- **Data shown**

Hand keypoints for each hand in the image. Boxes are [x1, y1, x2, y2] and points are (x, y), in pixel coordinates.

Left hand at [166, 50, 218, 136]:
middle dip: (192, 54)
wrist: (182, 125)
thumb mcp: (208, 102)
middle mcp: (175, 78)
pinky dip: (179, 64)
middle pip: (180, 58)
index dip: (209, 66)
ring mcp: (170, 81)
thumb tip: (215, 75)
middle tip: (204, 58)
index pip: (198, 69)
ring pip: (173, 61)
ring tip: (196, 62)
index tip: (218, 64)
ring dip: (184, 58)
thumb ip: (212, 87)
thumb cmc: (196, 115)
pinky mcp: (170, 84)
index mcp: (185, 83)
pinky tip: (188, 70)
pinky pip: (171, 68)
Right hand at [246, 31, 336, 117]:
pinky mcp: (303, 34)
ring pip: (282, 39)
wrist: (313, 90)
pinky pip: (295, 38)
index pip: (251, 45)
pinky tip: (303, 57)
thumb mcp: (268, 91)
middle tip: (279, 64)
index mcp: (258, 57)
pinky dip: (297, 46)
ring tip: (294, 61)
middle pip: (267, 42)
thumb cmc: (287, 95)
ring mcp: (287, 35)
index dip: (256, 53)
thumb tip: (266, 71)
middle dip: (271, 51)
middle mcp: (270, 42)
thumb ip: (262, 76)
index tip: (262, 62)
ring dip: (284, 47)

- **Task**
Pull together all lines from the data that mention the word "thumb".

- **Output**
thumb mcp: (208, 102)
thumb tip: (215, 75)
thumb ip: (212, 87)
thumb cmc: (196, 115)
thumb mcp: (268, 91)
thumb cmc: (287, 95)
thumb tip: (266, 71)
thumb ip: (262, 76)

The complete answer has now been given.